FC Ismaning is a German association football club based in Ismaning by Munich, Bavaria.

History
The 700 member club was founded in March 1921 and played in lower-tier competition until the mid-90s when the footballers advanced for the first time to the Landesliga Bayern-Süd (V). Ismaning enjoyed its most successful season to date in 1999–2000 when it took the Landesliga title to move up to the Oberliga Bayern (IV) and also captured the Bavarian Cup. The regional cup win led to the side's participation in the DFB-Pokal (German Cup) tournament where it was put out by Bundesliga club Borussia Dortmund (0–4) in the first round. The team has played in the fourth tier for seven seasons and earned three consecutive third-place results from 2003–2005. After this, the club's fortunes took a dive with a 14th-place finish in 2006–07, when relegation was narrowly avoided. The 2007–08 season saw improvement however when the club finished tenth in the Oberliga. In 2009–10, the club had showed its best performance in the league yet, finishing second.

They won the Bayernliga on 21 May 2011 with a 4–1 win at home to SV Seligenporten but declined to apply for a Regionalliga licence and were therefore not promoted. At the end of the 2011–12 season the club managed to finish in the top nine of the Bayernliga and thereby directly qualified for the new tier four Regionalliga Bayern. In the 2012–13 season the club struggled in the bottom region of the table all season and was eventually relegated back to the Bayernliga. Ismaning finished last in the Bayernliga in 2013–14 and was relegated after losing to TuS Holzkirchen in the relegation round. After two seasons in the Landesliga a division title in 2015–16 took the club back up to the Bayernliga.
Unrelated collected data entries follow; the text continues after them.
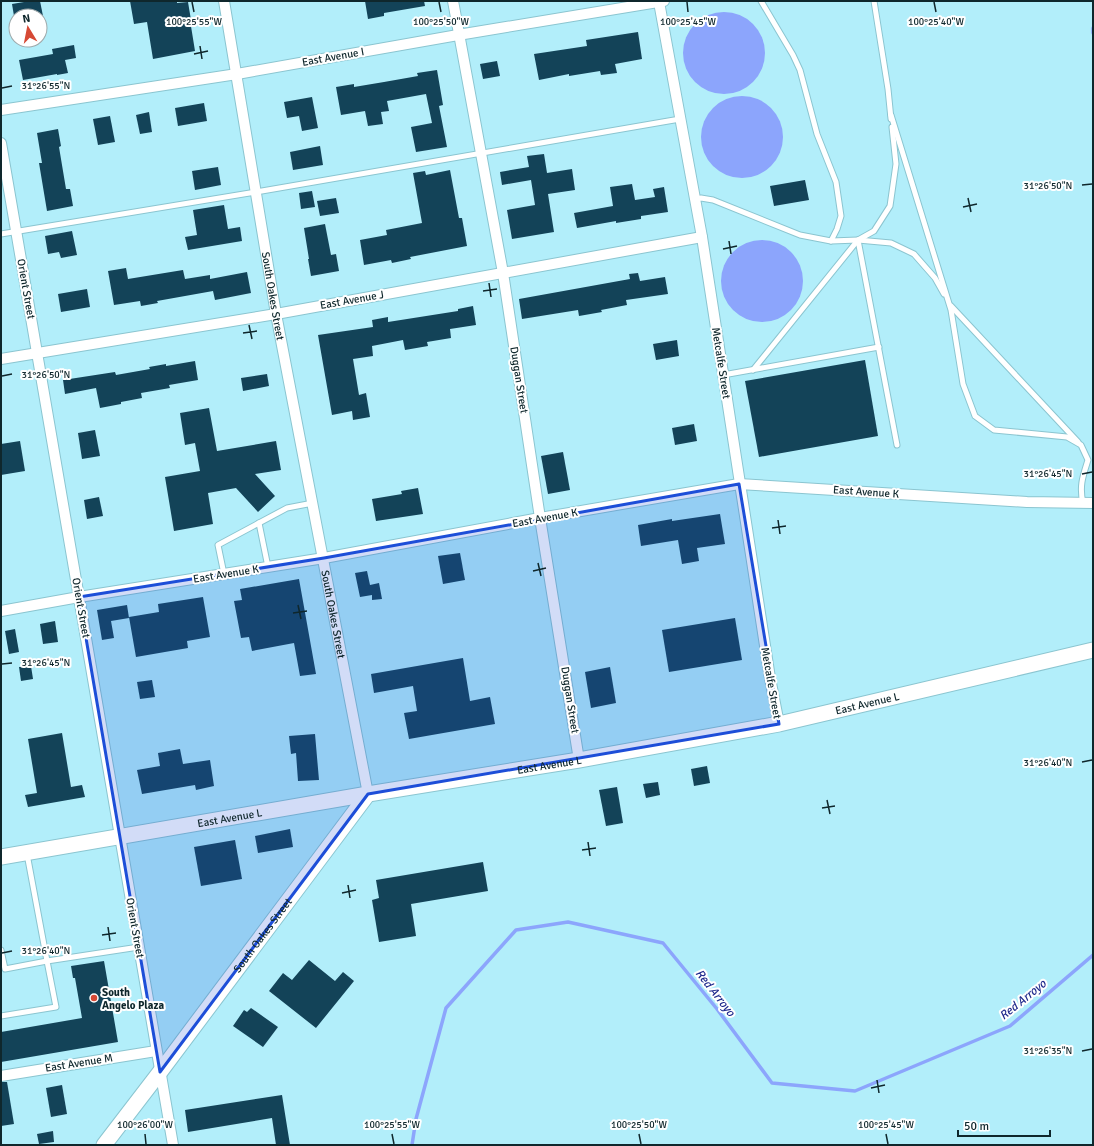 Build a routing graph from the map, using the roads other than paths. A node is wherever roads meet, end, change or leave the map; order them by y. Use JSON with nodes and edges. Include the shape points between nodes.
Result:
{"nodes":[{"id":1,"x":224,"y":1,"type":"edge"},
{"id":2,"x":453,"y":1,"type":"edge"},
{"id":3,"x":761,"y":1,"type":"edge"},
{"id":4,"x":874,"y":1,"type":"edge"},
{"id":5,"x":662,"y":2,"type":"edge"},
{"id":6,"x":458,"y":34,"type":"junction"},
{"id":7,"x":237,"y":74,"type":"junction"},
{"id":8,"x":1,"y":110,"type":"edge"},
{"id":9,"x":891,"y":116,"type":"junction"},
{"id":10,"x":680,"y":119,"type":"junction"},
{"id":11,"x":1,"y":143,"type":"edge"},
{"id":12,"x":481,"y":153,"type":"junction"},
{"id":13,"x":256,"y":192,"type":"junction"},
{"id":14,"x":695,"y":199,"type":"junction"},
{"id":15,"x":16,"y":231,"type":"junction"},
{"id":16,"x":1,"y":234,"type":"edge"},
{"id":17,"x":702,"y":237,"type":"junction"},
{"id":18,"x":858,"y":240,"type":"junction"},
{"id":19,"x":831,"y":241,"type":"junction"},
{"id":20,"x":503,"y":273,"type":"junction"},
{"id":21,"x":949,"y":304,"type":"junction"},
{"id":22,"x":276,"y":314,"type":"junction"},
{"id":23,"x":879,"y":347,"type":"junction"},
{"id":24,"x":37,"y":353,"type":"junction"},
{"id":25,"x":1,"y":359,"type":"edge"},
{"id":26,"x":753,"y":370,"type":"junction"},
{"id":27,"x":723,"y":375,"type":"junction"},
{"id":28,"x":897,"y":445,"type":"dead end"},
{"id":29,"x":1082,"y":445,"type":"junction"},
{"id":30,"x":740,"y":484,"type":"junction"},
{"id":31,"x":313,"y":503,"type":"junction"},
{"id":32,"x":1088,"y":503,"type":"edge"},
{"id":33,"x":540,"y":518,"type":"junction"},
{"id":34,"x":260,"y":523,"type":"junction"},
{"id":35,"x":324,"y":558,"type":"junction"},
{"id":36,"x":268,"y":567,"type":"junction"},
{"id":37,"x":224,"y":574,"type":"junction"},
{"id":38,"x":79,"y":597,"type":"junction"},
{"id":39,"x":1,"y":611,"type":"edge"},
{"id":40,"x":1093,"y":650,"type":"edge"},
{"id":41,"x":779,"y":724,"type":"junction"},
{"id":42,"x":579,"y":760,"type":"junction"},
{"id":43,"x":368,"y":794,"type":"junction"},
{"id":44,"x":120,"y":838,"type":"junction"},
{"id":45,"x":26,"y":853,"type":"junction"},
{"id":46,"x":1,"y":857,"type":"edge"},
{"id":47,"x":139,"y":947,"type":"junction"},
{"id":48,"x":1,"y":950,"type":"edge"},
{"id":49,"x":47,"y":961,"type":"junction"},
{"id":50,"x":3,"y":969,"type":"edge"},
{"id":51,"x":1,"y":1016,"type":"edge"},
{"id":52,"x":156,"y":1051,"type":"junction"},
{"id":53,"x":160,"y":1072,"type":"junction"},
{"id":54,"x":1,"y":1076,"type":"edge"},
{"id":55,"x":104,"y":1145,"type":"edge"},
{"id":56,"x":173,"y":1145,"type":"edge"}],
"edges":[{"from":1,"to":7,"type":"street","name":"South Oakes Street"},
{"from":2,"to":6,"type":"street","name":"Duggan Street"},
{"from":3,"to":19,"type":"lane","via":[[800,70],[817,134],[836,182],[841,216]]},
{"from":4,"to":9,"type":"lane"},
{"from":5,"to":6,"type":"street","name":"East Avenue I"},
{"from":5,"to":10,"type":"street","name":"Metcalfe Street"},
{"from":6,"to":7,"type":"street","name":"East Avenue I"},
{"from":6,"to":12,"type":"street","name":"Duggan Street"},
{"from":7,"to":8,"type":"street","name":"East Avenue I"},
{"from":7,"to":13,"type":"street","name":"South Oakes Street"},
{"from":9,"to":18,"type":"lane","via":[[896,164],[890,206],[874,231]]},
{"from":9,"to":21,"type":"lane"},
{"from":10,"to":12,"type":"lane"},
{"from":10,"to":14,"type":"street","name":"Metcalfe Street"},
{"from":11,"to":15,"type":"street","name":"Orient Street"},
{"from":12,"to":13,"type":"lane"},
{"from":12,"to":20,"type":"street","name":"Duggan Street"},
{"from":13,"to":15,"type":"lane"},
{"from":13,"to":22,"type":"street","name":"South Oakes Street"},
{"from":14,"to":17,"type":"street","name":"Metcalfe Street"},
{"from":14,"to":19,"type":"lane","via":[[713,200],[800,235]]},
{"from":15,"to":16,"type":"lane"},
{"from":15,"to":24,"type":"street","name":"Orient Street"},
{"from":17,"to":20,"type":"street","name":"East Avenue J"},
{"from":17,"to":27,"type":"street","name":"Metcalfe Street"},
{"from":18,"to":19,"type":"lane"},
{"from":18,"to":21,"type":"lane","via":[[890,243],[914,254],[935,278]]},
{"from":18,"to":23,"type":"lane"},
{"from":18,"to":26,"type":"lane"},
{"from":20,"to":22,"type":"street","name":"East Avenue J"},
{"from":20,"to":33,"type":"street","name":"Duggan Street"},
{"from":21,"to":29,"type":"lane"},
{"from":21,"to":29,"type":"lane","via":[[963,384],[975,416],[994,430],[1067,437]]},
{"from":22,"to":24,"type":"street","name":"East Avenue J"},
{"from":22,"to":31,"type":"street","name":"South Oakes Street"},
{"from":23,"to":26,"type":"lane"},
{"from":23,"to":28,"type":"lane"},
{"from":24,"to":25,"type":"street","name":"East Avenue J"},
{"from":24,"to":38,"type":"street","name":"Orient Street"},
{"from":26,"to":27,"type":"lane"},
{"from":27,"to":30,"type":"street","name":"Metcalfe Street"},
{"from":29,"to":32,"type":"lane","via":[[1088,460],[1080,492]]},
{"from":30,"to":32,"type":"street","name":"East Avenue K","via":[[1027,502]]},
{"from":30,"to":33,"type":"street","name":"East Avenue K"},
{"from":30,"to":41,"type":"street","name":"Metcalfe Street"},
{"from":31,"to":34,"type":"lane","via":[[287,508]]},
{"from":31,"to":35,"type":"street","name":"South Oakes Street"},
{"from":33,"to":35,"type":"street","name":"East Avenue K"},
{"from":33,"to":42,"type":"street","name":"Duggan Street"},
{"from":34,"to":36,"type":"lane"},
{"from":34,"to":37,"type":"lane","via":[[218,545]]},
{"from":35,"to":36,"type":"street","name":"East Avenue K"},
{"from":35,"to":43,"type":"street","name":"South Oakes Street"},
{"from":36,"to":37,"type":"street","name":"East Avenue K"},
{"from":37,"to":38,"type":"street","name":"East Avenue K"},
{"from":38,"to":39,"type":"street","name":"East Avenue K"},
{"from":38,"to":44,"type":"street","name":"Orient Street"},
{"from":40,"to":41,"type":"main road","name":"East Avenue L"},
{"from":41,"to":42,"type":"main road","name":"East Avenue L"},
{"from":42,"to":43,"type":"main road","name":"East Avenue L"},
{"from":43,"to":44,"type":"main road","name":"East Avenue L"},
{"from":43,"to":53,"type":"main road","name":"South Oakes Street"},
{"from":44,"to":45,"type":"main road","name":"East Avenue L"},
{"from":44,"to":47,"type":"street","name":"Orient Street"},
{"from":45,"to":46,"type":"main road","name":"East Avenue L"},
{"from":45,"to":49,"type":"lane"},
{"from":47,"to":49,"type":"lane"},
{"from":47,"to":52,"type":"street","name":"Orient Street"},
{"from":48,"to":50,"type":"lane"},
{"from":49,"to":50,"type":"lane"},
{"from":49,"to":51,"type":"lane","via":[[56,1007]]},
{"from":52,"to":53,"type":"street","name":"Orient Street"},
{"from":52,"to":54,"type":"street","name":"East Avenue M"},
{"from":53,"to":55,"type":"main road","name":"South Oakes Street"},
{"from":53,"to":56,"type":"street","name":"Orient Street"}]} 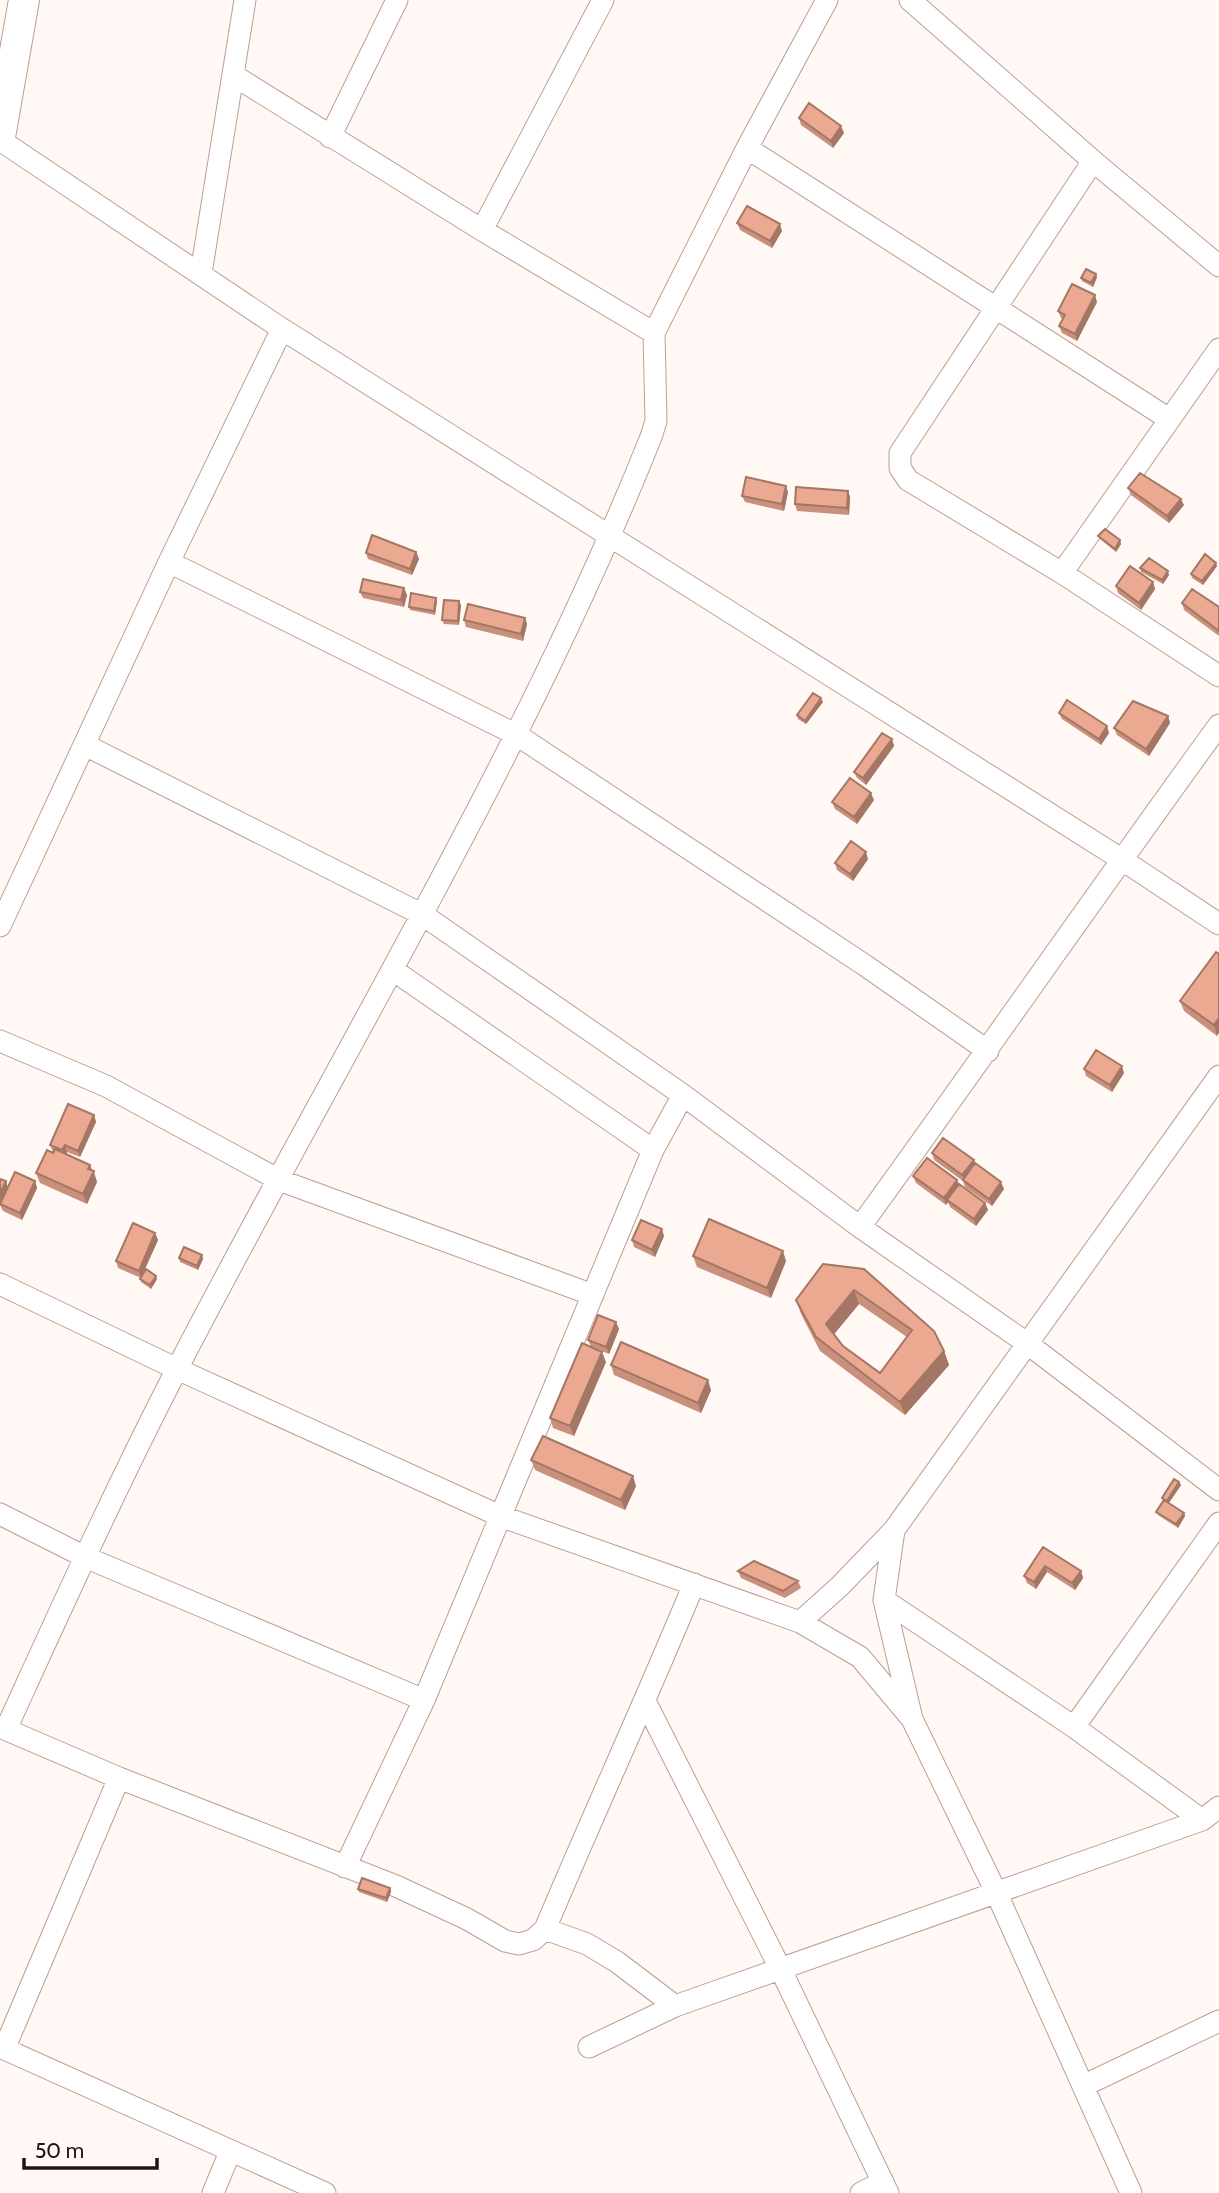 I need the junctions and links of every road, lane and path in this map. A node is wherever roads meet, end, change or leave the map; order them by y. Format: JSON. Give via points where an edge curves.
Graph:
{"nodes":[{"id":1,"x":24,"y":0,"type":"edge"},
{"id":2,"x":246,"y":0,"type":"edge"},
{"id":3,"x":397,"y":0,"type":"edge"},
{"id":4,"x":603,"y":0,"type":"edge"},
{"id":5,"x":827,"y":0,"type":"edge"},
{"id":6,"x":910,"y":0,"type":"edge"},
{"id":7,"x":233,"y":75,"type":"junction"},
{"id":8,"x":330,"y":136,"type":"junction"},
{"id":9,"x":0,"y":139,"type":"edge"},
{"id":10,"x":747,"y":148,"type":"junction"},
{"id":11,"x":1093,"y":161,"type":"junction"},
{"id":12,"x":482,"y":230,"type":"junction"},
{"id":13,"x":1219,"y":267,"type":"edge"},
{"id":14,"x":201,"y":273,"type":"junction"},
{"id":15,"x":996,"y":308,"type":"junction"},
{"id":16,"x":282,"y":329,"type":"junction"},
{"id":17,"x":654,"y":333,"type":"junction"},
{"id":18,"x":1219,"y":349,"type":"edge"},
{"id":19,"x":1169,"y":419,"type":"junction"},
{"id":20,"x":611,"y":537,"type":"junction"},
{"id":21,"x":169,"y":562,"type":"junction"},
{"id":22,"x":1062,"y":573,"type":"junction"},
{"id":23,"x":1219,"y":676,"type":"edge"},
{"id":24,"x":1219,"y":725,"type":"edge"},
{"id":25,"x":516,"y":735,"type":"junction"},
{"id":26,"x":85,"y":745,"type":"junction"},
{"id":27,"x":1121,"y":859,"type":"junction"},
{"id":28,"x":423,"y":915,"type":"junction"},
{"id":29,"x":1219,"y":924,"type":"edge"},
{"id":30,"x":0,"y":926,"type":"edge"},
{"id":31,"x":393,"y":970,"type":"junction"},
{"id":32,"x":0,"y":1041,"type":"edge"},
{"id":33,"x":988,"y":1051,"type":"junction"},
{"id":34,"x":1219,"y":1076,"type":"edge"},
{"id":35,"x":683,"y":1095,"type":"junction"},
{"id":36,"x":653,"y":1150,"type":"junction"},
{"id":37,"x":279,"y":1180,"type":"junction"},
{"id":38,"x":860,"y":1227,"type":"junction"},
{"id":39,"x":0,"y":1284,"type":"edge"},
{"id":40,"x":593,"y":1295,"type":"junction"},
{"id":41,"x":1028,"y":1344,"type":"junction"},
{"id":42,"x":177,"y":1369,"type":"junction"},
{"id":43,"x":1219,"y":1490,"type":"edge"},
{"id":44,"x":0,"y":1514,"type":"edge"},
{"id":45,"x":500,"y":1516,"type":"junction"},
{"id":46,"x":1219,"y":1522,"type":"edge"},
{"id":47,"x":894,"y":1530,"type":"junction"},
{"id":48,"x":85,"y":1557,"type":"junction"},
{"id":49,"x":694,"y":1584,"type":"junction"},
{"id":50,"x":884,"y":1601,"type":"junction"},
{"id":51,"x":800,"y":1622,"type":"junction"},
{"id":52,"x":424,"y":1700,"type":"junction"},
{"id":53,"x":645,"y":1701,"type":"junction"},
{"id":54,"x":912,"y":1719,"type":"junction"},
{"id":55,"x":1074,"y":1727,"type":"junction"},
{"id":56,"x":3,"y":1728,"type":"edge"},
{"id":57,"x":120,"y":1778,"type":"junction"},
{"id":58,"x":1211,"y":1814,"type":"edge"},
{"id":59,"x":345,"y":1867,"type":"junction"},
{"id":60,"x":996,"y":1892,"type":"junction"},
{"id":61,"x":545,"y":1929,"type":"junction"},
{"id":62,"x":780,"y":1968,"type":"junction"},
{"id":63,"x":675,"y":2006,"type":"junction"},
{"id":64,"x":1219,"y":2021,"type":"edge"},
{"id":65,"x":2,"y":2047,"type":"edge"},
{"id":66,"x":589,"y":2047,"type":"dead end"},
{"id":67,"x":1083,"y":2086,"type":"junction"},
{"id":68,"x":230,"y":2152,"type":"junction"},
{"id":69,"x":886,"y":2187,"type":"edge"},
{"id":70,"x":213,"y":2193,"type":"edge"},
{"id":71,"x":325,"y":2193,"type":"edge"},
{"id":72,"x":861,"y":2193,"type":"edge"},
{"id":73,"x":1131,"y":2193,"type":"edge"}],
"edges":[{"from":1,"to":9,"type":"street"},
{"from":2,"to":7,"type":"street"},
{"from":3,"to":8,"type":"street"},
{"from":4,"to":12,"type":"street"},
{"from":5,"to":10,"type":"street"},
{"from":6,"to":11,"type":"street"},
{"from":7,"to":8,"type":"street"},
{"from":7,"to":14,"type":"street"},
{"from":8,"to":12,"type":"street"},
{"from":9,"to":14,"type":"street"},
{"from":10,"to":15,"type":"street"},
{"from":10,"to":17,"type":"street"},
{"from":11,"to":13,"type":"street"},
{"from":11,"to":15,"type":"street"},
{"from":12,"to":17,"type":"street"},
{"from":14,"to":16,"type":"street"},
{"from":15,"to":19,"type":"street"},
{"from":15,"to":22,"type":"street","via":[[900,453],[900,468],[908,480]]},
{"from":16,"to":20,"type":"street"},
{"from":16,"to":21,"type":"street"},
{"from":17,"to":20,"type":"street","via":[[656,421]]},
{"from":18,"to":19,"type":"street"},
{"from":19,"to":22,"type":"street"},
{"from":20,"to":25,"type":"street"},
{"from":20,"to":27,"type":"street"},
{"from":21,"to":25,"type":"street"},
{"from":21,"to":26,"type":"street"},
{"from":22,"to":23,"type":"street"},
{"from":24,"to":27,"type":"street"},
{"from":25,"to":28,"type":"street"},
{"from":25,"to":33,"type":"street"},
{"from":26,"to":28,"type":"street"},
{"from":26,"to":30,"type":"street"},
{"from":27,"to":29,"type":"street"},
{"from":27,"to":33,"type":"street"},
{"from":28,"to":31,"type":"street"},
{"from":28,"to":35,"type":"street"},
{"from":31,"to":36,"type":"street"},
{"from":31,"to":37,"type":"street"},
{"from":32,"to":37,"type":"street","via":[[106,1086]]},
{"from":33,"to":38,"type":"street"},
{"from":34,"to":41,"type":"street"},
{"from":35,"to":36,"type":"street"},
{"from":35,"to":38,"type":"street"},
{"from":36,"to":40,"type":"street"},
{"from":37,"to":40,"type":"street"},
{"from":37,"to":42,"type":"street"},
{"from":38,"to":41,"type":"street"},
{"from":39,"to":42,"type":"street"},
{"from":40,"to":45,"type":"street"},
{"from":41,"to":43,"type":"street"},
{"from":41,"to":47,"type":"street"},
{"from":42,"to":45,"type":"street"},
{"from":42,"to":48,"type":"street"},
{"from":44,"to":48,"type":"street"},
{"from":45,"to":49,"type":"street"},
{"from":45,"to":52,"type":"street"},
{"from":46,"to":55,"type":"street"},
{"from":47,"to":50,"type":"street"},
{"from":47,"to":51,"type":"street"},
{"from":48,"to":52,"type":"street"},
{"from":48,"to":56,"type":"street"},
{"from":49,"to":51,"type":"street"},
{"from":49,"to":53,"type":"street"},
{"from":50,"to":54,"type":"street"},
{"from":50,"to":55,"type":"street"},
{"from":51,"to":54,"type":"street","via":[[860,1657]]},
{"from":52,"to":59,"type":"street"},
{"from":53,"to":61,"type":"street"},
{"from":53,"to":62,"type":"street"},
{"from":54,"to":60,"type":"street"},
{"from":55,"to":58,"type":"street"},
{"from":56,"to":57,"type":"street"},
{"from":57,"to":59,"type":"street"},
{"from":57,"to":65,"type":"street"},
{"from":58,"to":60,"type":"street"},
{"from":59,"to":61,"type":"street","via":[[424,1899],[505,1941],[533,1940]]},
{"from":60,"to":62,"type":"street"},
{"from":60,"to":67,"type":"street"},
{"from":61,"to":63,"type":"street","via":[[597,1950]]},
{"from":62,"to":63,"type":"street"},
{"from":62,"to":69,"type":"street"},
{"from":63,"to":66,"type":"street"},
{"from":64,"to":67,"type":"street"},
{"from":65,"to":68,"type":"street"},
{"from":67,"to":73,"type":"street"},
{"from":68,"to":70,"type":"street"},
{"from":68,"to":71,"type":"street"},
{"from":69,"to":72,"type":"street"}]}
FC Ismaning plays its home fixtures in the Stadion an der Lindenstraße (capacity 5,000).

Honours
The club's honours:

League
 Bayernliga (V)
 Champions 2011
 Runners-up: 2010
 Landesliga Bayern-Süd (V)
 Champions: 2000
 Landesliga Bayern-Südost (VI)
 Champions: 2016
 Bezirksoberliga Oberbayern (VI)
Runners-up: 1996
 Bezirksliga Oberbayern-Nord (VI)
Runners-up: 1989
 Bezirksliga Oberbayern-Ost (VI)
 Champions: 1994

Cup
 Bavarian Cup
 Winner: 2000
 Oberbayern Cup
 Winner: 2000

Recent managers
Recent managers of the club:

Recent seasons
The recent season-by-season performance of the club:

With the introduction of the Bezirksoberligas in 1988 as the new fifth tier, below the Landesligas, all leagues below dropped one tier. With the introduction of the Regionalligas in 1994 and the 3. Liga in 2008 as the new third tier, below the 2. Bundesliga, all leagues below dropped one tier. With the establishment of the Regionalliga Bayern as the new fourth tier in Bavaria in 2012 the Bayernliga was split into a northern and a southern division, the number of Landesligas expanded from three to five and the Bezirksoberligas abolished. All leagues from the Bezirksligas onwards were elevated one tier.

DFB-Pokal appearances
The club has qualified for the first round of the DFB-Pokal just once:

Source:

References

Sources
Grüne, Hardy (2001). Vereinslexikon. Kassel: AGON Sportverlag

External links
Official team site
FC Ismaning at Weltfussball.de
Das deutsche Fußball-Archiv historical German domestic league tables (in German)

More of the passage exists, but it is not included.